Enanta Pharmaceuticals has used its robust, chemistry-driven approach and drug discovery capabilities to become a leader in the discovery of small molecule drugs for the treatment of viral infections and liver diseases. Two protease inhibitors, paritaprevir and glecaprevir, discovered and developed through Enanta’s collaboration with AbbVie, have now been approved in jurisdictions around the world as part of AbbVie’s direct-acting antiviral (DAA) regimens for the treatment of hepatitis C virus (HCV) infection, including the marketed regimens MAVYRET™(U.S.) /MAVIRET™ (ex-U.S.) (glecaprevir/pibrentasvir) and VIEKIRA PAK® (U.S.) (paritaprevir/ritonavir/ombitasvir/dasabuvir). Royalties and milestone payments from the AbbVie collaboration are helping to fund Enanta’s research and development efforts, which are currently focused on the following disease targets: non-alcoholic steatohepatitis (NASH)/ primary biliary cholangitis (PBC), respiratory syncytial virus (RSV) and hepatitis B virus (HBV). Please visit www.enanta.com for more information.
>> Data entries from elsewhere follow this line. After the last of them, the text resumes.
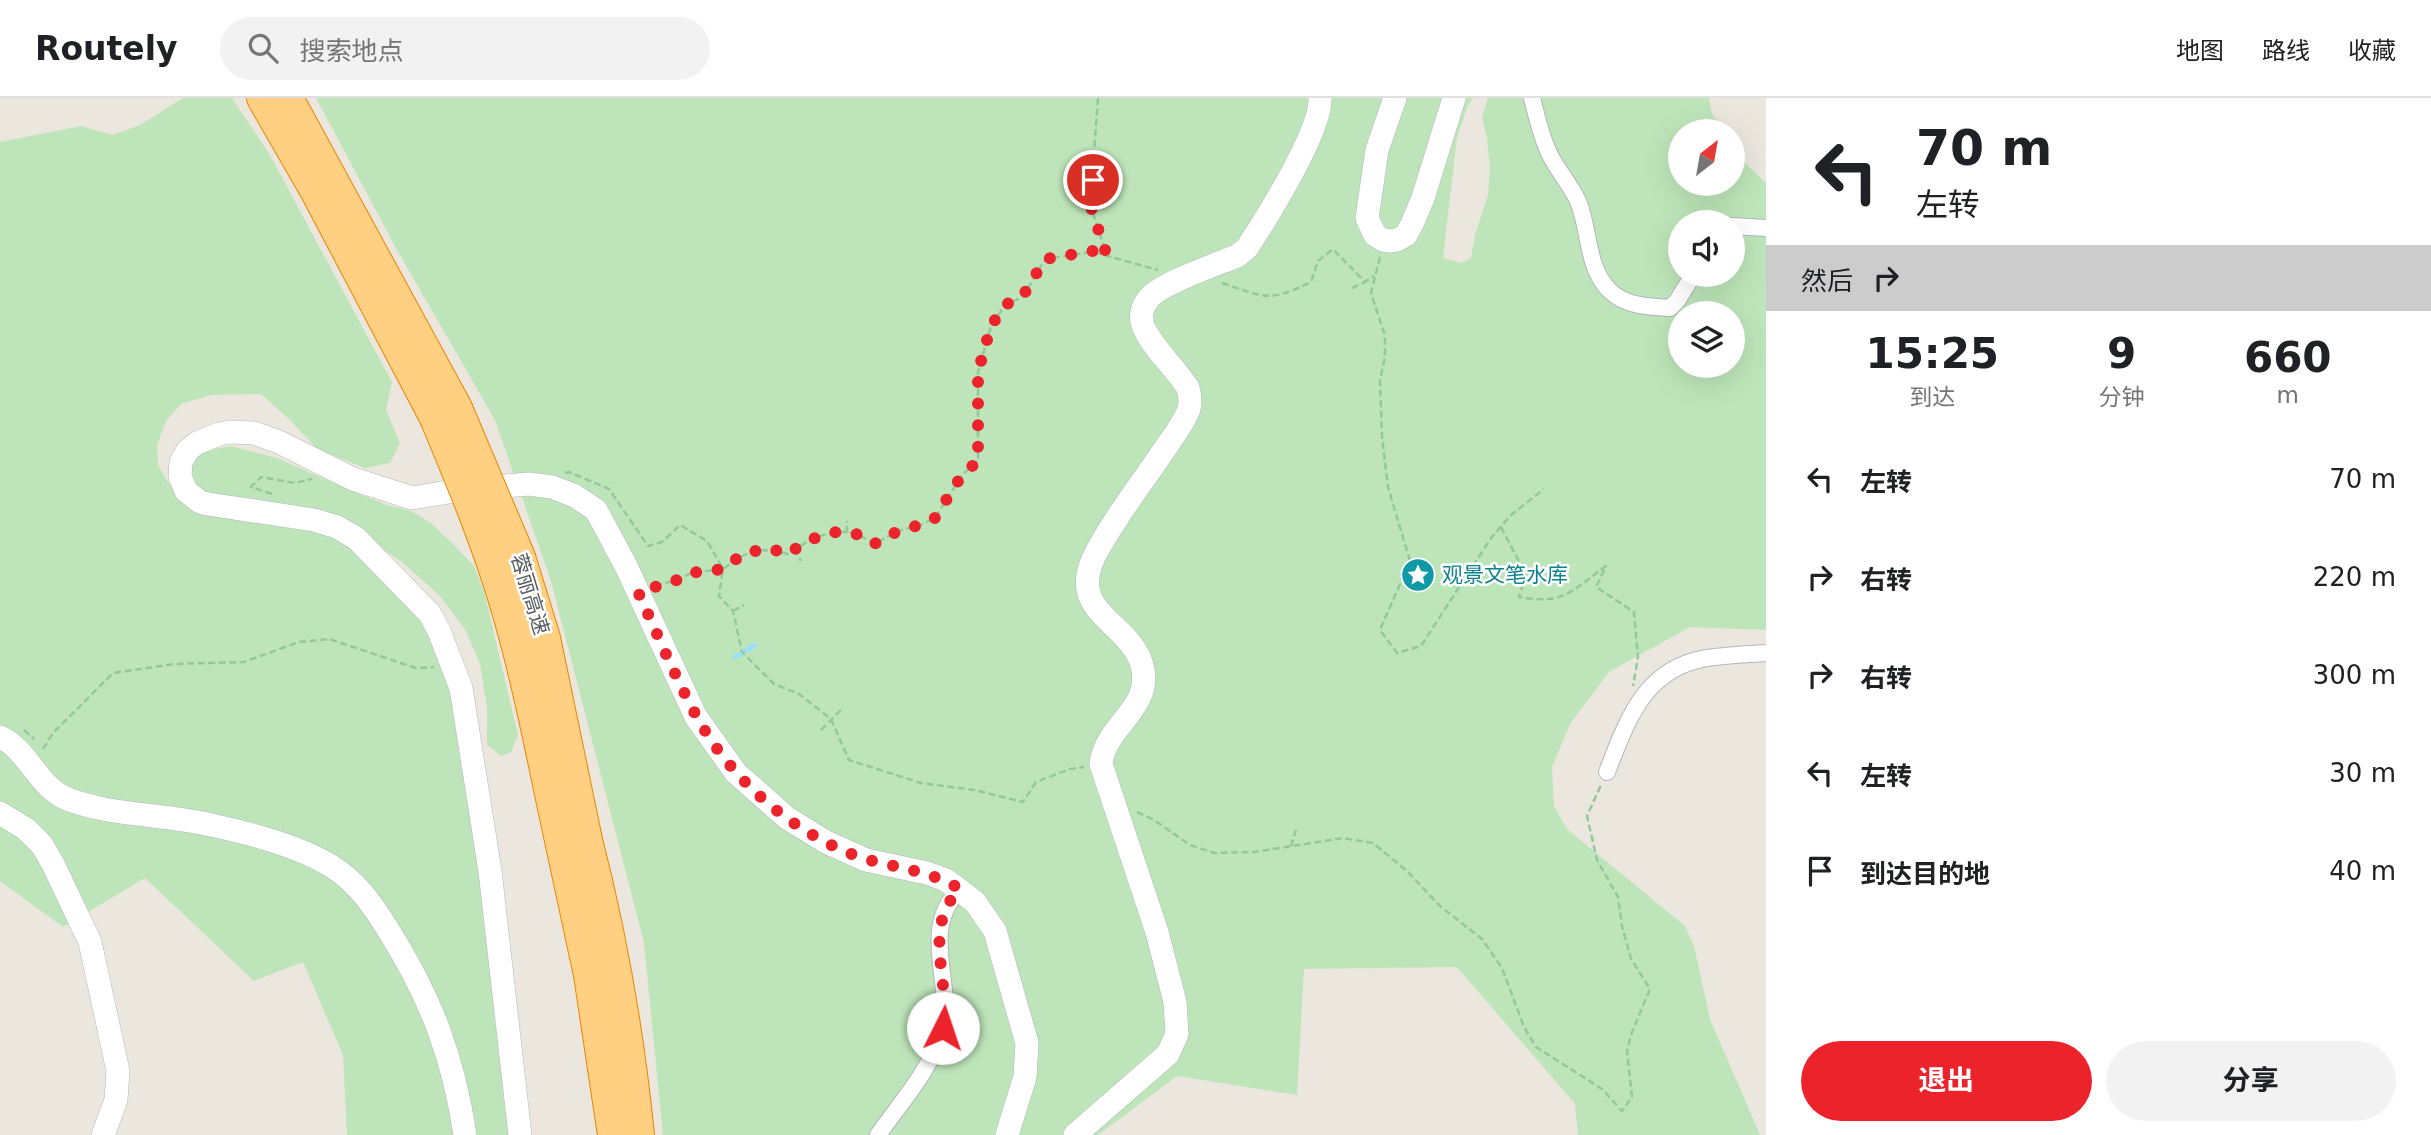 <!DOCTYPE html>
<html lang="zh">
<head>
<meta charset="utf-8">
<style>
  :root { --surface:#fff; --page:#f2f2f2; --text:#202124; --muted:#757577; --line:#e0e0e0; --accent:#ed232b }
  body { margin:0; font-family:"DejaVu Sans","Noto Sans SC",sans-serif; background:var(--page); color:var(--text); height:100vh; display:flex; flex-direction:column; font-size:26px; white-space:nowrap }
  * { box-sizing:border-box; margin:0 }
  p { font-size:23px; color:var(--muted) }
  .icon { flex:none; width:38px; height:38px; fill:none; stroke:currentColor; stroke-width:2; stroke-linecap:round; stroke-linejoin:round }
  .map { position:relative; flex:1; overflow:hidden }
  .panel { display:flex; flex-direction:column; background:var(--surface); width:665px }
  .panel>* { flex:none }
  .banner { background:#fff; color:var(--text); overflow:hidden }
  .needle { width:46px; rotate:31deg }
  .controls { position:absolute; left:1668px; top:21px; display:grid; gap:14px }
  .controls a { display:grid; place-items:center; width:77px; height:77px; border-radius:50%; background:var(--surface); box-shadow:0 7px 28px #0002; font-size:35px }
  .pin { position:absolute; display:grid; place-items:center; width:60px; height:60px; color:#fff; margin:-30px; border:4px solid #fff; border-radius:50%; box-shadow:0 2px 7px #0007 }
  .me { position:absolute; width:77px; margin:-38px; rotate:4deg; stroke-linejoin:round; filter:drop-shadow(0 0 5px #0008) }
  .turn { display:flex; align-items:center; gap:24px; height:147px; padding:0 35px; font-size:32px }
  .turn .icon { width:91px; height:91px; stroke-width:2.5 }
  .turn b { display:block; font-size:49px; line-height:60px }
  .then { display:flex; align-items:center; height:66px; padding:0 35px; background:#0003; gap:14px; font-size:26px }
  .eta { display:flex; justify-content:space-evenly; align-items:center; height:119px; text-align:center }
  .eta b { font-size:42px; font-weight:700; line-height:49px }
  .action { display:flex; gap:14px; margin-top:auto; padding:14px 35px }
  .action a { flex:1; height:80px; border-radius:42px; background:var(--accent); color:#fff; font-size:28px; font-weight:700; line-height:80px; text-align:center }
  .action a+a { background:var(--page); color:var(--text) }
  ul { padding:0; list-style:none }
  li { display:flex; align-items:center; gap:21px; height:98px; padding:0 35px }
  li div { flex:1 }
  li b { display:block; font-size:26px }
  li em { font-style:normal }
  header { display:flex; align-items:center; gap:42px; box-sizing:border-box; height:98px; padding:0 35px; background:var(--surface); border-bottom:2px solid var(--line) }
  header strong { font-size:33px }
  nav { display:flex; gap:38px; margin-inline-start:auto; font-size:24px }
  .search { width:490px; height:63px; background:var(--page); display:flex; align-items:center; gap:18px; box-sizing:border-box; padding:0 24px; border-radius:38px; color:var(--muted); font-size:26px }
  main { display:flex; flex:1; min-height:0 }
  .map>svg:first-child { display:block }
  .green { fill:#bee5b9; fill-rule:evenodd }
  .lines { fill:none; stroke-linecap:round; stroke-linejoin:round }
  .stream { stroke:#9bdfff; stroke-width:4.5 }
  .street-casing { stroke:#b2b6ba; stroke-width:18 }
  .secondary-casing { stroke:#b3b7bc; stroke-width:24 }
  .highway-casing { stroke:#ea8500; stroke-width:32 }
  .path { stroke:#94c89c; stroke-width:2.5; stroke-dasharray:7 3.5; stroke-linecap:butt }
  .street { stroke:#fff; stroke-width:16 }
  .secondary { stroke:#fff; stroke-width:23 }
  .highway { stroke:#ffd082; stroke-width:30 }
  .highway-bridge-casing { stroke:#ea8500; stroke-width:32; stroke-linecap:butt }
  .highway-bridge { stroke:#ffd082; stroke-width:30 }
  .route { stroke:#ed232b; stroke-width:12; stroke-dasharray:0 21.6 }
  .labels { text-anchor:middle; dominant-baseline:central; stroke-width:5; stroke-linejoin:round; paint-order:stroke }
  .culture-label { font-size:21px; fill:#0d838f; stroke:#fff; text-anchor:start }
  .street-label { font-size:21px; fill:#585d60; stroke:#fff }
</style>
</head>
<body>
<header>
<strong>Routely</strong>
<div class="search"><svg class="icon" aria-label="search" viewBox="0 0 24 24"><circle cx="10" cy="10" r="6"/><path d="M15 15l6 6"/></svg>搜索地点</div>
<nav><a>地图</a><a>路线</a><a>收藏</a></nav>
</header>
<main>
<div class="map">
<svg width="1766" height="1037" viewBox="0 0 1766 1037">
  <rect width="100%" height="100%" fill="#ece7de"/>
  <g class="green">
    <path d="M183 0H232L270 57 392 284 386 312 400 345 390 365 365 370 317 351 290 322 261 296 211 297 181 306 166 323 157 347 158 367 169 386 189 407 311 431 340 443 365 462 411 505 430 540 455 608 480 786 511 1037H347L343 957 303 864 254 883 145 780 63 829 0 783V44L81 28 113 37 140 27Z"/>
    <path d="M316 0H1473L1467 9 1457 40 1443 160 1461 165 1471 160 1475 137 1488 97 1490 71 1487 40 1482 20 1488 0H1709L1712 16 1724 33H1680V86H1732L1733 46 1743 63 1766 85V532L1690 529 1609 574 1570 626 1552 669 1554 708 1567 731 1685 828 1694 848 1710 921 1760 1037H1578L1575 1006 1457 869 1304 871 1297 997 1177 978 1098 1037H663L644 845 551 483 495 322 397 152ZM1680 124H1732V177H1680ZM1680 215H1732V268H1680Z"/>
    <path d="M231 348 277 360 352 393 387 407 411 413 431 425 453 446 474 468 485 497 518 637 511 654 501 658 487 647V609L480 566 466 533 440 498 402 464 356 433 203 395 192 383 190 371 200 354Z"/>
  </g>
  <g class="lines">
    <path class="stream" d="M735 559 755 547"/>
    <g class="street-casing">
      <g id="street">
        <path d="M1532 0C1537 19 1541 39 1550 57 1558 73 1570 86 1578 103 1590 131 1586 170 1610 193 1625 208 1650 209 1670 210L1677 203 1693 177"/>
        <path d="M1732 128 1766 130"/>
        <path d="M1607 674C1627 623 1644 570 1707 560 1726 557 1747 556 1766 555"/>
        <path d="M878 1037C900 1005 933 970 942 931 954 882 919 832 960 791"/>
      </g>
    </g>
    <g class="secondary-casing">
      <g id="secondary">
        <path d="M1395 0 1377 52 1367 120 1375 137 1383 142 1391 143 1397 142 1406 137 1412 126 1423 100 1454 0"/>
        <path d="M0 639C30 653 38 691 70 702 114 718 165 716 211 727 249 735 297 747 331 768 356 783 372 806 387 830 430 898 453 957 465 1037"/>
        <path d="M0 715 26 731 42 747 53 766 90 844 118 973 116 1002 103 1037"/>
        <path d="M520 1037 490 773 461 590 439 533 430 516 356 440 337 429 314 422 208 406 200 404 186 393 180 378 181 364 188 352 197 345 219 336 230 334 254 335 279 344 353 381 412 400 467 391 529 386 552 389 575 398 596 412 626 468 696 619 736 675 787 720 826 744 866 762 927 775 946 782 975 804 995 833 1027 945 1025 979 1007 1037"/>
        <path d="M1075 1037 1168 956 1177 936 1175 904 1157 834 1101 666C1105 627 1154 610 1142 567 1130 524 1067 515 1094 459 1112 423 1142 385 1164 352 1173 339 1184 325 1189 311 1191 303 1190 297 1188 290 1176 270 1156 254 1146 234 1139 222 1140 210 1150 199 1165 184 1215 167 1237 158L1247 150C1266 121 1322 32 1320 0"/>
      </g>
    </g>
    <g class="highway-casing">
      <g id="highway">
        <path d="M262 0 316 94 435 320"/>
        <path d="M288 0 457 310"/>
        <path d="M587 742C612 839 629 937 639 1037"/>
        <path d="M561 747 589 877 613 1037"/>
      </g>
    </g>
    <g class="path">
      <path d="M1098 0 1090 106 1107 158"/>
      <path d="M1380 159 1371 195 1385 238V259L1380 282 1382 339 1388 389 1410 463 1380 532 1397 555 1421 548 1491 440 1511 417 1544 391"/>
      <path d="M1222 185C1265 199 1268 205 1311 184L1318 163 1333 151 1365 184 1374 178"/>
      <path d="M1352 190 1365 184"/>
      <path d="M565 375 569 374 609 391 648 448 662 444 680 427 707 443 723 471C746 453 758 448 788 456 806 443 830 430 853 435 860 437 868 442 874 446L898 433 920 427 935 420 962 377 978 363V274L991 228 1005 207 1023 199 1045 161 1093 154 1158 172"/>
      <path d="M272 396 251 389 261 379 295 385 312 381"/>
      <path d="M1501 429 1526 477 1519 499C1565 507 1571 493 1606 468L1596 489 1634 514 1638 559 1633 588"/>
      <path d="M847 435V423"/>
      <path d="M794 451 801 463"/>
      <path d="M655 487 675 483 691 475 723 471 719 498 733 513 742 554 774 586 799 596 831 621 849 662 921 685 974 692 1023 704 1036 684 1070 671 1084 669"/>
      <path d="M733 513 744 507"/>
      <path d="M24 632 34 641"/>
      <path d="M821 632 841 612"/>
      <path d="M43 651 53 635 113 575 174 566 244 564 299 544 329 541 416 570 434 569"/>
      <path d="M1137 714 1154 722 1190 747 1214 755 1254 754 1343 740 1373 745 1407 773 1440 808 1482 841 1502 870 1524 929 1536 949 1602 991 1622 1013 1632 999 1627 953 1632 934 1650 891 1631 861 1622 828 1618 799 1597 762 1587 718 1601 687"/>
      <path d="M1291 748 1296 732"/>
    </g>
    <use href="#street" class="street"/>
    <use href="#secondary" class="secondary"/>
    <use href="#highway" class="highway"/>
    <g class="highway-bridge-casing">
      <g id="highway-bridge">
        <path d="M457 310 520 459 545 540 587 742"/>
        <path d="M435 320C462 385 489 449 508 516 530 592 544 670 561 747"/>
      </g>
    </g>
    <use href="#highway-bridge" class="highway-bridge"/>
  </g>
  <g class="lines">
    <path class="route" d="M943 930C951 882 921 829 960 791 925 769 882 770 844 753 783 726 729 678 697 619 675 579 657 535 638 494L675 483 691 475 723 471 743 456 768 450 788 456C806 443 829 430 853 435 860 437 868 442 874 446L898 433 920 427 935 420 962 377 978 363V274L991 228 1005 207 1023 198 1045 161 1093 153 1107 158 1090 106 1093 82"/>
  </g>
  <defs>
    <g id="sight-disc" transform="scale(1.75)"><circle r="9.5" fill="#0f9aa8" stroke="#fff"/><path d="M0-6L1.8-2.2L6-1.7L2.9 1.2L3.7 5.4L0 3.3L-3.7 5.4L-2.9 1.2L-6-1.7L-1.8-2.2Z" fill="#fff"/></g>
  </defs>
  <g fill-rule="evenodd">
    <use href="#sight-disc" x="1418" y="477"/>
  </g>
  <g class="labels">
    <g class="culture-label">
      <text x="1442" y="477">观景文笔水库</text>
    </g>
    <g class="street-label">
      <text transform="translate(530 496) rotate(73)">蓉丽高速</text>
    </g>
  </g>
</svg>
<div class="controls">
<a><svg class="needle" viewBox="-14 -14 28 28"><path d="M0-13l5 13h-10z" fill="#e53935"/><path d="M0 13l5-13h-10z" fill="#757577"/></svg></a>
<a><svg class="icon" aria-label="sound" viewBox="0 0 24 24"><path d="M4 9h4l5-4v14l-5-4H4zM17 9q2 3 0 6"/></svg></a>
<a><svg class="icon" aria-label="layers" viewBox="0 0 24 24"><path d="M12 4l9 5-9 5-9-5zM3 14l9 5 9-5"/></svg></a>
</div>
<div class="pin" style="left:1093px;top:82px;background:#d93025"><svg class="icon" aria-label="arrive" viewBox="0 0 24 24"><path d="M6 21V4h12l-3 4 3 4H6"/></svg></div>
<svg class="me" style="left:943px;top:930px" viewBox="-20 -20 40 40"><circle r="19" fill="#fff"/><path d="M0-13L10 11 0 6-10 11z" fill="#ed232b"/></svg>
</div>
<section class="panel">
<div class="banner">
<div class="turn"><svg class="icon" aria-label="left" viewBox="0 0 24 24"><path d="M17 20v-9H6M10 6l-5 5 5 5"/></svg><div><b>70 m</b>左转</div></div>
<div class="then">然后<svg class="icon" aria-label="right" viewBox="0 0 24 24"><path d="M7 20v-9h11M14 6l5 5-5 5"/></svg></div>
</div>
<div class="eta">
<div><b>15:25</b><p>到达</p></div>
<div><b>9</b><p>分钟</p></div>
<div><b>660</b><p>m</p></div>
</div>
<ul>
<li><svg class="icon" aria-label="left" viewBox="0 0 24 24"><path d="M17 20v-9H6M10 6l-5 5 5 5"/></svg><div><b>左转</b></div><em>70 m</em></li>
<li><svg class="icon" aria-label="right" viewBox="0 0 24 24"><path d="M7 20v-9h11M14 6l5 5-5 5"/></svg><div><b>右转</b></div><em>220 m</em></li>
<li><svg class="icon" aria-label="right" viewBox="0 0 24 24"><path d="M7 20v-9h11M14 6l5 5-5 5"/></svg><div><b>右转</b></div><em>300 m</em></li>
<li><svg class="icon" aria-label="left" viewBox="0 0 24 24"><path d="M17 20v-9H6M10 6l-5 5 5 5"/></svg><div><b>左转</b></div><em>30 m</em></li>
<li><svg class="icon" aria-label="arrive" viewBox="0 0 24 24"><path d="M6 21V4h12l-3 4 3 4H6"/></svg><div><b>到达目的地</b></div><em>40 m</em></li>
</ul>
<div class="action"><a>退出</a><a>分享</a></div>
</section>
</main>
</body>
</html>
FORWARD LOOKING STATEMENTS
This press release contains forward-looking statements, including statements with respect to the prospects for the development of EDP-305 for the treatment of NASH and/or PBC. Statements that are not historical facts are based on management’s current expectations, estimates, forecasts and projections about Enanta’s business and the industry in which it operates and management’s beliefs and assumptions. The statements contained in this release are not guarantees of future performance and involve certain risks, uncertainties and assumptions, which are difficult to predict. Therefore, actual outcomes and results may differ materially from what is expressed in such forward-looking statements. Important factors and risks that may affect actual results include: the discovery and development risks of early stage development efforts in disease areas such as NASH that currently have no therapeutic treatment; potential competition from the development efforts of others in NASH and PBC; Enanta’s level of clinical development experience; Enanta’s need to attract and retain senior management and key scientific personnel; Enanta’s need to obtain and maintain patent protection for its product candidates and avoid potential infringement of the intellectual property rights of others; and other risk factors described or referred to in “Risk Factors” in Enanta’s most recent Form 10-K for the fiscal year ended September 30, 2017 and any other periodic reports filed more recently with the Securities and Exchange Commission. Enanta cautions investors not to place undue reliance on the forward-looking statements contained in this release. These statements speak only as of the date of this release, and Enanta undertakes no obligation to update or revise these statements, except as may be required by law.